[Collected data entries]
%%

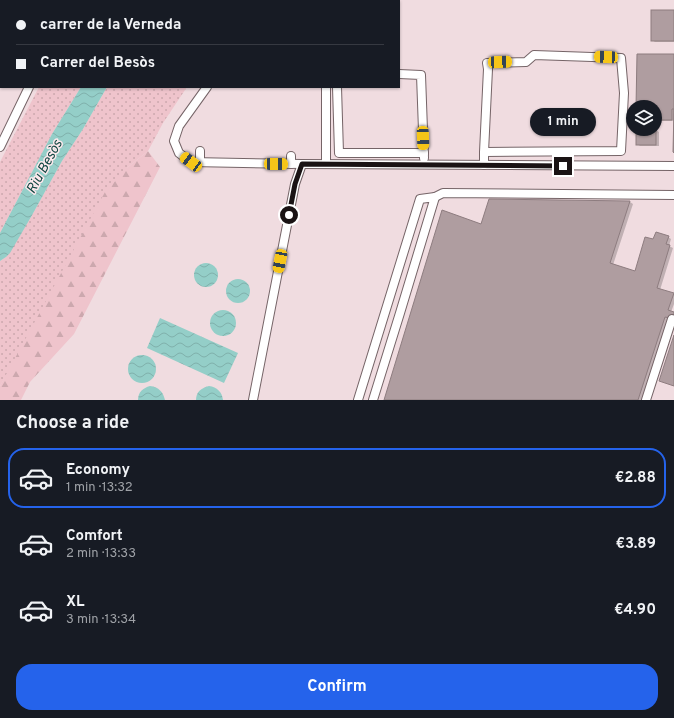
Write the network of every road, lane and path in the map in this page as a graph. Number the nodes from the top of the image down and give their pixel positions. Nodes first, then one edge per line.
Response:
1 (400, 74) edge
2 (29, 88) edge
3 (206, 88) edge
4 (326, 88) edge
5 (337, 88) edge
6 (0, 147) edge
7 (200, 151) dead end
8 (484, 152) junction
9 (361, 153) junction
10 (383, 154) junction
11 (424, 154) junction
12 (326, 161) junction
13 (200, 162) junction
14 (302, 164) junction
15 (361, 164) junction
16 (384, 165) junction
17 (424, 165) junction
18 (484, 165) junction
19 (674, 166) edge
20 (674, 196) edge
21 (435, 197) junction
22 (672, 319) dead end
23 (369, 364) junction
24 (383, 368) junction
25 (253, 400) edge
26 (358, 400) edge
27 (374, 400) edge
28 (646, 400) edge

1 - 11 street
2 - 6 street
3 - 13 street
4 - 12 street
5 - 9 street
7 - 13 street
8 - 8 street
8 - 18 street
9 - 10 street
9 - 15 street
10 - 11 street
10 - 16 street
11 - 17 street
12 - 14 street
12 - 15 street
13 - 14 street
14 - 25 street
15 - 16 street
16 - 17 street
17 - 18 street
18 - 19 street
20 - 21 street
21 - 23 street
21 - 24 street
22 - 28 street
23 - 24 street
23 - 26 street
24 - 27 street

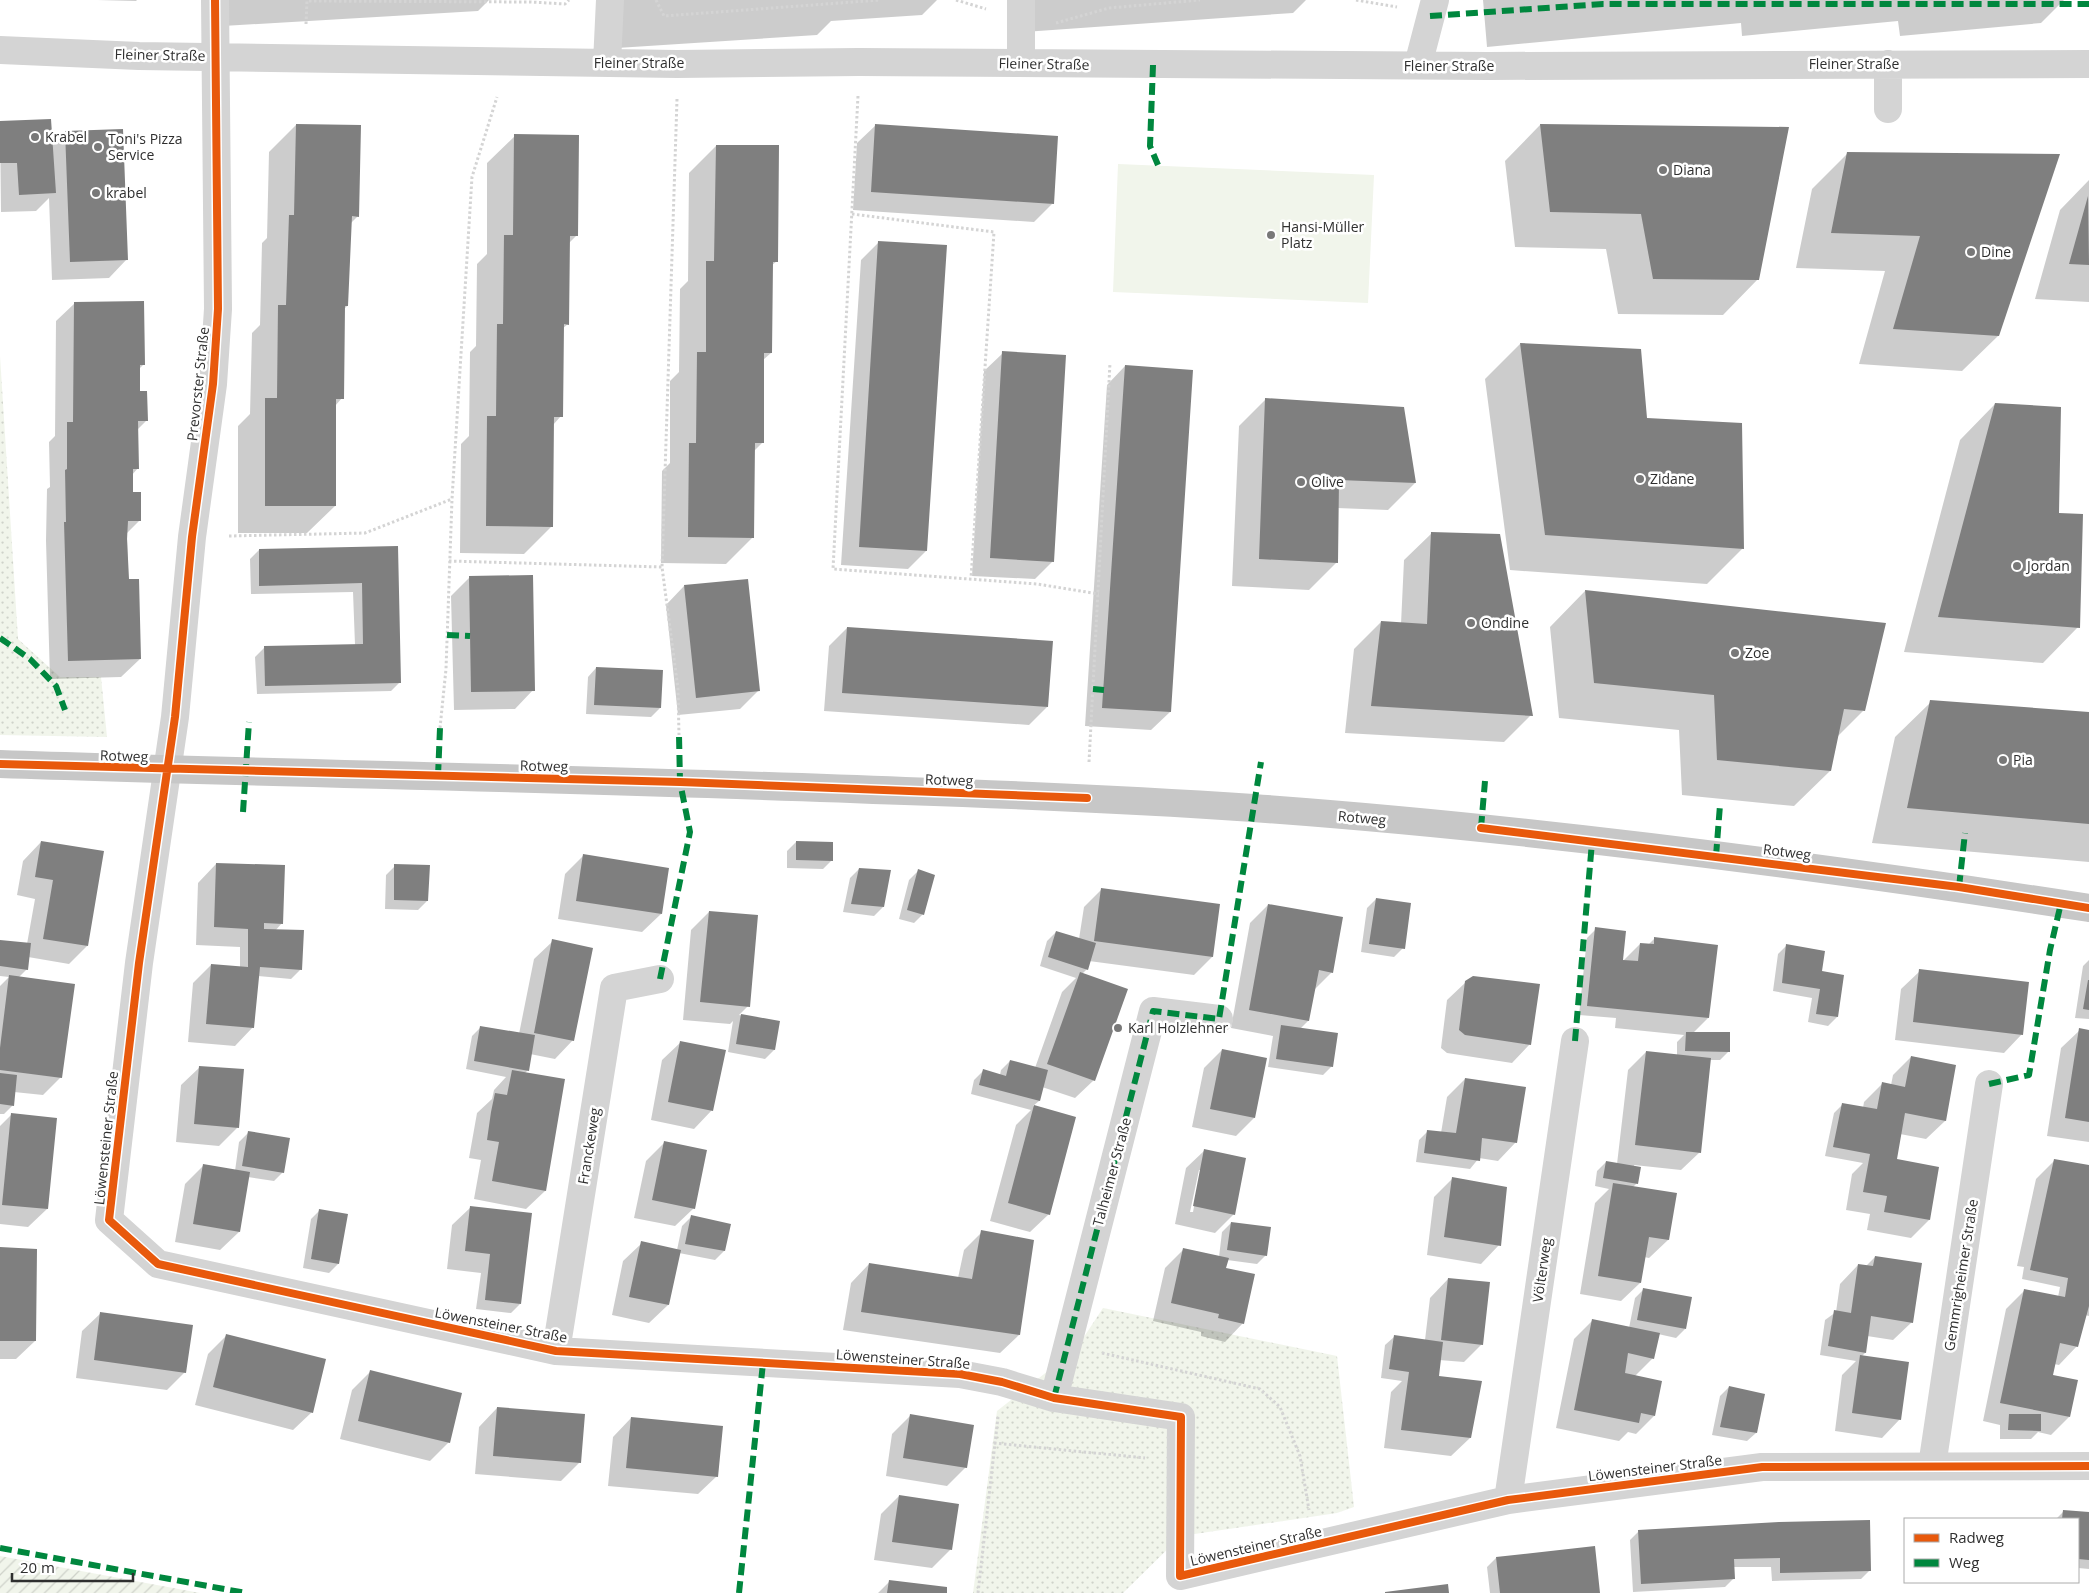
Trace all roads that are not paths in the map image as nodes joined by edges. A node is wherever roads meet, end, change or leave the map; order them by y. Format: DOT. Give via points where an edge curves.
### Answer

%%

◆ Assignment ◆
Please give the data above again in exact form and omit every picture.

◆ Expected output ◆
Write the network of every road, lane and path in the map in this page as a graph. Number the nodes from the top of the image down and give their pixel positions. Nodes first, then one edge per line.
Response:
1 (400, 74) edge
2 (29, 88) edge
3 (206, 88) edge
4 (326, 88) edge
5 (337, 88) edge
6 (0, 147) edge
7 (200, 151) dead end
8 (484, 152) junction
9 (361, 153) junction
10 (383, 154) junction
11 (424, 154) junction
12 (326, 161) junction
13 (200, 162) junction
14 (302, 164) junction
15 (361, 164) junction
16 (384, 165) junction
17 (424, 165) junction
18 (484, 165) junction
19 (674, 166) edge
20 (674, 196) edge
21 (435, 197) junction
22 (672, 319) dead end
23 (369, 364) junction
24 (383, 368) junction
25 (253, 400) edge
26 (358, 400) edge
27 (374, 400) edge
28 (646, 400) edge

1 - 11 street
2 - 6 street
3 - 13 street
4 - 12 street
5 - 9 street
7 - 13 street
8 - 8 street
8 - 18 street
9 - 10 street
9 - 15 street
10 - 11 street
10 - 16 street
11 - 17 street
12 - 14 street
12 - 15 street
13 - 14 street
14 - 25 street
15 - 16 street
16 - 17 street
17 - 18 street
18 - 19 street
20 - 21 street
21 - 23 street
21 - 24 street
22 - 28 street
23 - 24 street
23 - 26 street
24 - 27 street

Trace all roads that are not paths in the map image as nodes joined by edges. A node is wherever roads meet, end, change or leave the map; order them by y. Format: DOT. Give via points where an edge curves.
### Answer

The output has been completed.